What to work on — Nothing but an exact reprint of the records is to be returned.

Provided entries —
________________
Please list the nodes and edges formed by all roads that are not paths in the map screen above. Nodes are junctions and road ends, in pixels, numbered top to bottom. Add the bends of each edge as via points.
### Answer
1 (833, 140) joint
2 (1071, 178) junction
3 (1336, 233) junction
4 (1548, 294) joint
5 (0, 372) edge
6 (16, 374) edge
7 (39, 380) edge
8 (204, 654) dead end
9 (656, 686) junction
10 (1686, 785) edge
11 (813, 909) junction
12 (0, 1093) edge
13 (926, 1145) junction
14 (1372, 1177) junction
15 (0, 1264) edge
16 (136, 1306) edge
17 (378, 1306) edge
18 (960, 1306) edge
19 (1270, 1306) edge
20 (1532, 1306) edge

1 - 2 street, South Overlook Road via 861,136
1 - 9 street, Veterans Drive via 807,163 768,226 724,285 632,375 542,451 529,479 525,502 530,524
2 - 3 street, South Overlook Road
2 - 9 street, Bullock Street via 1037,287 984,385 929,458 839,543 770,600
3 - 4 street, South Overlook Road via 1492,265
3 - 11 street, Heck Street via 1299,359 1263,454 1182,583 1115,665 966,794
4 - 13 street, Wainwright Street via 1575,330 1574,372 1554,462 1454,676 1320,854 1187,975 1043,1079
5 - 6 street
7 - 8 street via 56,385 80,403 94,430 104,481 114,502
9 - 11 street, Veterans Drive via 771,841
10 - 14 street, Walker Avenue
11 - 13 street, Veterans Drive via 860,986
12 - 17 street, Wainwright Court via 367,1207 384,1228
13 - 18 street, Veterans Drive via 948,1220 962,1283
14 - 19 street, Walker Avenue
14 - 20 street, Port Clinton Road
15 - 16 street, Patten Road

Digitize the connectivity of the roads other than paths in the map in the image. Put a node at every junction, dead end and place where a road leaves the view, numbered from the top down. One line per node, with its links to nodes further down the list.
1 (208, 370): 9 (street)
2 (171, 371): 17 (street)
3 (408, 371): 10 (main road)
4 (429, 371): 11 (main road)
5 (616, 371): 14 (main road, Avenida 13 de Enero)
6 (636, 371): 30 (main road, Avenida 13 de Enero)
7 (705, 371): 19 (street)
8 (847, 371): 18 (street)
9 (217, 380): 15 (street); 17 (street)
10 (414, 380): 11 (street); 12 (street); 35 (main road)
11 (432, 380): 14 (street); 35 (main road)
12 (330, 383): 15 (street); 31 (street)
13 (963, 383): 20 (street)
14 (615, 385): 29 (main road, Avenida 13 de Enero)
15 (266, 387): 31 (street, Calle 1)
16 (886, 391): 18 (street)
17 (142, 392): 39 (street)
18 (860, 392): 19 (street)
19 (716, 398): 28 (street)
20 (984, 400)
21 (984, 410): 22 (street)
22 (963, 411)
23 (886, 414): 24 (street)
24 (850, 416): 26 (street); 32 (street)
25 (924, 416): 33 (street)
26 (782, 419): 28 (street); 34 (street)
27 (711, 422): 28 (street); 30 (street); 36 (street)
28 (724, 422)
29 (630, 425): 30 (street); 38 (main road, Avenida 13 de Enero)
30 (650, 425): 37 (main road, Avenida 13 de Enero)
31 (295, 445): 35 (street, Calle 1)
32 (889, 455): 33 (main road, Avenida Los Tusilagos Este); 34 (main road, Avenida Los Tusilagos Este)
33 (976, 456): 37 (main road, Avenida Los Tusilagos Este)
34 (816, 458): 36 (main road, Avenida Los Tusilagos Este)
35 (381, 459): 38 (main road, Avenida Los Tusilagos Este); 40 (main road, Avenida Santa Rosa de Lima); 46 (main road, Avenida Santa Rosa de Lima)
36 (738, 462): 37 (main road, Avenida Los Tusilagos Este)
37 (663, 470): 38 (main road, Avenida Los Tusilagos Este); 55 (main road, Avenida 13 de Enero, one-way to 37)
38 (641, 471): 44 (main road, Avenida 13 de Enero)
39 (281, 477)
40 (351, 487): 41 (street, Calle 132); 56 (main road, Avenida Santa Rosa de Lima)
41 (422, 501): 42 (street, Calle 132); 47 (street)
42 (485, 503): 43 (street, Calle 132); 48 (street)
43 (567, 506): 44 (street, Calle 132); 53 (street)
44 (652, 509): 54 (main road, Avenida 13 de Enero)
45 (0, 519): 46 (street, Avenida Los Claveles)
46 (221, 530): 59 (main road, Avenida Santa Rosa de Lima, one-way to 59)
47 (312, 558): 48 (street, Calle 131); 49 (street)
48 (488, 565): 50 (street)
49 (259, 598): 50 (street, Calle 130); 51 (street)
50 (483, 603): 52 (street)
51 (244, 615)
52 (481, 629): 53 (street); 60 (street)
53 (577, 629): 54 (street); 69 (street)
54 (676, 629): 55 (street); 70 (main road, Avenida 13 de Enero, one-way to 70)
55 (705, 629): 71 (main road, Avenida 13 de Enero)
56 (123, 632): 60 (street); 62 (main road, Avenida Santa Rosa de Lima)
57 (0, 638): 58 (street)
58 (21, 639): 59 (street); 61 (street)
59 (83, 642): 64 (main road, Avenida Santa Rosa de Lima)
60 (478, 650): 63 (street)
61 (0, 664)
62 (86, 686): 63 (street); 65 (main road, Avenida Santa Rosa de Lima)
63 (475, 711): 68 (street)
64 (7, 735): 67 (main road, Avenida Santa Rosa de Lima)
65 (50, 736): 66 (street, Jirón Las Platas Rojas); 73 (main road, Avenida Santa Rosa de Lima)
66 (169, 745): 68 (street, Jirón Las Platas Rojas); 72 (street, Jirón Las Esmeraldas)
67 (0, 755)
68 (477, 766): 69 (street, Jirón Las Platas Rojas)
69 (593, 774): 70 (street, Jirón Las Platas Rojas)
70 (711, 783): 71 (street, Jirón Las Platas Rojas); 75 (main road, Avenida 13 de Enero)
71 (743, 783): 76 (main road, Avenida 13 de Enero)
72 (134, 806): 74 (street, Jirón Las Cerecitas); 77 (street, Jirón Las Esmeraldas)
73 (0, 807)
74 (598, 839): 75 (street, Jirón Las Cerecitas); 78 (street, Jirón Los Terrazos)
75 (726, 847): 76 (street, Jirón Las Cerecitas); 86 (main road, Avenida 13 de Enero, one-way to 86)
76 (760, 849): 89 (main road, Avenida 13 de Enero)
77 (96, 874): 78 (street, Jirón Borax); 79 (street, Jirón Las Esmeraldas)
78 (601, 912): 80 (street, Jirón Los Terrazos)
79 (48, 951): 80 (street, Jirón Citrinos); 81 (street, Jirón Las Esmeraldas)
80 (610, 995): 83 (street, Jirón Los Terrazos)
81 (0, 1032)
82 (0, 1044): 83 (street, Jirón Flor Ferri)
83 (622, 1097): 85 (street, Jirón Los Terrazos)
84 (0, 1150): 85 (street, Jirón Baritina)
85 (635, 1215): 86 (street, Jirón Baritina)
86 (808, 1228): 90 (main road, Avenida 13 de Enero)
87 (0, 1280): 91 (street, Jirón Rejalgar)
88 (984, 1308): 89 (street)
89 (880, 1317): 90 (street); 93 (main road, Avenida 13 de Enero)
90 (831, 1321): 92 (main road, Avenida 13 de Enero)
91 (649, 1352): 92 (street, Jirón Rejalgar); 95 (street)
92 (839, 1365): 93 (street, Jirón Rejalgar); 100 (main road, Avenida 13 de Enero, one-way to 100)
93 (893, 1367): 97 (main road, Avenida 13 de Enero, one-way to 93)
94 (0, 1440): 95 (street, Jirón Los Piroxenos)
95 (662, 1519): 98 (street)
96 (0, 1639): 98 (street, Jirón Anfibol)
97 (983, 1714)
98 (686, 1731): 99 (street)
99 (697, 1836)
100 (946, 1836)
________________
Answer for this exercise —
Please list the nodes and edges formed by all roads that are not paths in the map screen above. Nodes are junctions and road ends, in pixels, numbered top to bottom. Add the bends of each edge as via points.
### Answer
1 (833, 140) joint
2 (1071, 178) junction
3 (1336, 233) junction
4 (1548, 294) joint
5 (0, 372) edge
6 (16, 374) edge
7 (39, 380) edge
8 (204, 654) dead end
9 (656, 686) junction
10 (1686, 785) edge
11 (813, 909) junction
12 (0, 1093) edge
13 (926, 1145) junction
14 (1372, 1177) junction
15 (0, 1264) edge
16 (136, 1306) edge
17 (378, 1306) edge
18 (960, 1306) edge
19 (1270, 1306) edge
20 (1532, 1306) edge

1 - 2 street, South Overlook Road via 861,136
1 - 9 street, Veterans Drive via 807,163 768,226 724,285 632,375 542,451 529,479 525,502 530,524
2 - 3 street, South Overlook Road
2 - 9 street, Bullock Street via 1037,287 984,385 929,458 839,543 770,600
3 - 4 street, South Overlook Road via 1492,265
3 - 11 street, Heck Street via 1299,359 1263,454 1182,583 1115,665 966,794
4 - 13 street, Wainwright Street via 1575,330 1574,372 1554,462 1454,676 1320,854 1187,975 1043,1079
5 - 6 street
7 - 8 street via 56,385 80,403 94,430 104,481 114,502
9 - 11 street, Veterans Drive via 771,841
10 - 14 street, Walker Avenue
11 - 13 street, Veterans Drive via 860,986
12 - 17 street, Wainwright Court via 367,1207 384,1228
13 - 18 street, Veterans Drive via 948,1220 962,1283
14 - 19 street, Walker Avenue
14 - 20 street, Port Clinton Road
15 - 16 street, Patten Road

Digitize the connectivity of the roads other than paths in the map in the image. Put a node at every junction, dead end and place where a road leaves the view, numbered from the top down. One line per node, with its links to nodes further down the list.
1 (208, 370): 9 (street)
2 (171, 371): 17 (street)
3 (408, 371): 10 (main road)
4 (429, 371): 11 (main road)
5 (616, 371): 14 (main road, Avenida 13 de Enero)
6 (636, 371): 30 (main road, Avenida 13 de Enero)
7 (705, 371): 19 (street)
8 (847, 371): 18 (street)
9 (217, 380): 15 (street); 17 (street)
10 (414, 380): 11 (street); 12 (street); 35 (main road)
11 (432, 380): 14 (street); 35 (main road)
12 (330, 383): 15 (street); 31 (street)
13 (963, 383): 20 (street)
14 (615, 385): 29 (main road, Avenida 13 de Enero)
15 (266, 387): 31 (street, Calle 1)
16 (886, 391): 18 (street)
17 (142, 392): 39 (street)
18 (860, 392): 19 (street)
19 (716, 398): 28 (street)
20 (984, 400)
21 (984, 410): 22 (street)
22 (963, 411)
23 (886, 414): 24 (street)
24 (850, 416): 26 (street); 32 (street)
25 (924, 416): 33 (street)
26 (782, 419): 28 (street); 34 (street)
27 (711, 422): 28 (street); 30 (street); 36 (street)
28 (724, 422)
29 (630, 425): 30 (street); 38 (main road, Avenida 13 de Enero)
30 (650, 425): 37 (main road, Avenida 13 de Enero)
31 (295, 445): 35 (street, Calle 1)
32 (889, 455): 33 (main road, Avenida Los Tusilagos Este); 34 (main road, Avenida Los Tusilagos Este)
33 (976, 456): 37 (main road, Avenida Los Tusilagos Este)
34 (816, 458): 36 (main road, Avenida Los Tusilagos Este)
35 (381, 459): 38 (main road, Avenida Los Tusilagos Este); 40 (main road, Avenida Santa Rosa de Lima); 46 (main road, Avenida Santa Rosa de Lima)
36 (738, 462): 37 (main road, Avenida Los Tusilagos Este)
37 (663, 470): 38 (main road, Avenida Los Tusilagos Este); 55 (main road, Avenida 13 de Enero, one-way to 37)
38 (641, 471): 44 (main road, Avenida 13 de Enero)
39 (281, 477)
40 (351, 487): 41 (street, Calle 132); 56 (main road, Avenida Santa Rosa de Lima)
41 (422, 501): 42 (street, Calle 132); 47 (street)
42 (485, 503): 43 (street, Calle 132); 48 (street)
43 (567, 506): 44 (street, Calle 132); 53 (street)
44 (652, 509): 54 (main road, Avenida 13 de Enero)
45 (0, 519): 46 (street, Avenida Los Claveles)
46 (221, 530): 59 (main road, Avenida Santa Rosa de Lima, one-way to 59)
47 (312, 558): 48 (street, Calle 131); 49 (street)
48 (488, 565): 50 (street)
49 (259, 598): 50 (street, Calle 130); 51 (street)
50 (483, 603): 52 (street)
51 (244, 615)
52 (481, 629): 53 (street); 60 (street)
53 (577, 629): 54 (street); 69 (street)
54 (676, 629): 55 (street); 70 (main road, Avenida 13 de Enero, one-way to 70)
55 (705, 629): 71 (main road, Avenida 13 de Enero)
56 (123, 632): 60 (street); 62 (main road, Avenida Santa Rosa de Lima)
57 (0, 638): 58 (street)
58 (21, 639): 59 (street); 61 (street)
59 (83, 642): 64 (main road, Avenida Santa Rosa de Lima)
60 (478, 650): 63 (street)
61 (0, 664)
62 (86, 686): 63 (street); 65 (main road, Avenida Santa Rosa de Lima)
63 (475, 711): 68 (street)
64 (7, 735): 67 (main road, Avenida Santa Rosa de Lima)
65 (50, 736): 66 (street, Jirón Las Platas Rojas); 73 (main road, Avenida Santa Rosa de Lima)
66 (169, 745): 68 (street, Jirón Las Platas Rojas); 72 (street, Jirón Las Esmeraldas)
67 (0, 755)
68 (477, 766): 69 (street, Jirón Las Platas Rojas)
69 (593, 774): 70 (street, Jirón Las Platas Rojas)
70 (711, 783): 71 (street, Jirón Las Platas Rojas); 75 (main road, Avenida 13 de Enero)
71 (743, 783): 76 (main road, Avenida 13 de Enero)
72 (134, 806): 74 (street, Jirón Las Cerecitas); 77 (street, Jirón Las Esmeraldas)
73 (0, 807)
74 (598, 839): 75 (street, Jirón Las Cerecitas); 78 (street, Jirón Los Terrazos)
75 (726, 847): 76 (street, Jirón Las Cerecitas); 86 (main road, Avenida 13 de Enero, one-way to 86)
76 (760, 849): 89 (main road, Avenida 13 de Enero)
77 (96, 874): 78 (street, Jirón Borax); 79 (street, Jirón Las Esmeraldas)
78 (601, 912): 80 (street, Jirón Los Terrazos)
79 (48, 951): 80 (street, Jirón Citrinos); 81 (street, Jirón Las Esmeraldas)
80 (610, 995): 83 (street, Jirón Los Terrazos)
81 (0, 1032)
82 (0, 1044): 83 (street, Jirón Flor Ferri)
83 (622, 1097): 85 (street, Jirón Los Terrazos)
84 (0, 1150): 85 (street, Jirón Baritina)
85 (635, 1215): 86 (street, Jirón Baritina)
86 (808, 1228): 90 (main road, Avenida 13 de Enero)
87 (0, 1280): 91 (street, Jirón Rejalgar)
88 (984, 1308): 89 (street)
89 (880, 1317): 90 (street); 93 (main road, Avenida 13 de Enero)
90 (831, 1321): 92 (main road, Avenida 13 de Enero)
91 (649, 1352): 92 (street, Jirón Rejalgar); 95 (street)
92 (839, 1365): 93 (street, Jirón Rejalgar); 100 (main road, Avenida 13 de Enero, one-way to 100)
93 (893, 1367): 97 (main road, Avenida 13 de Enero, one-way to 93)
94 (0, 1440): 95 (street, Jirón Los Piroxenos)
95 (662, 1519): 98 (street)
96 (0, 1639): 98 (street, Jirón Anfibol)
97 (983, 1714)
98 (686, 1731): 99 (street)
99 (697, 1836)
100 (946, 1836)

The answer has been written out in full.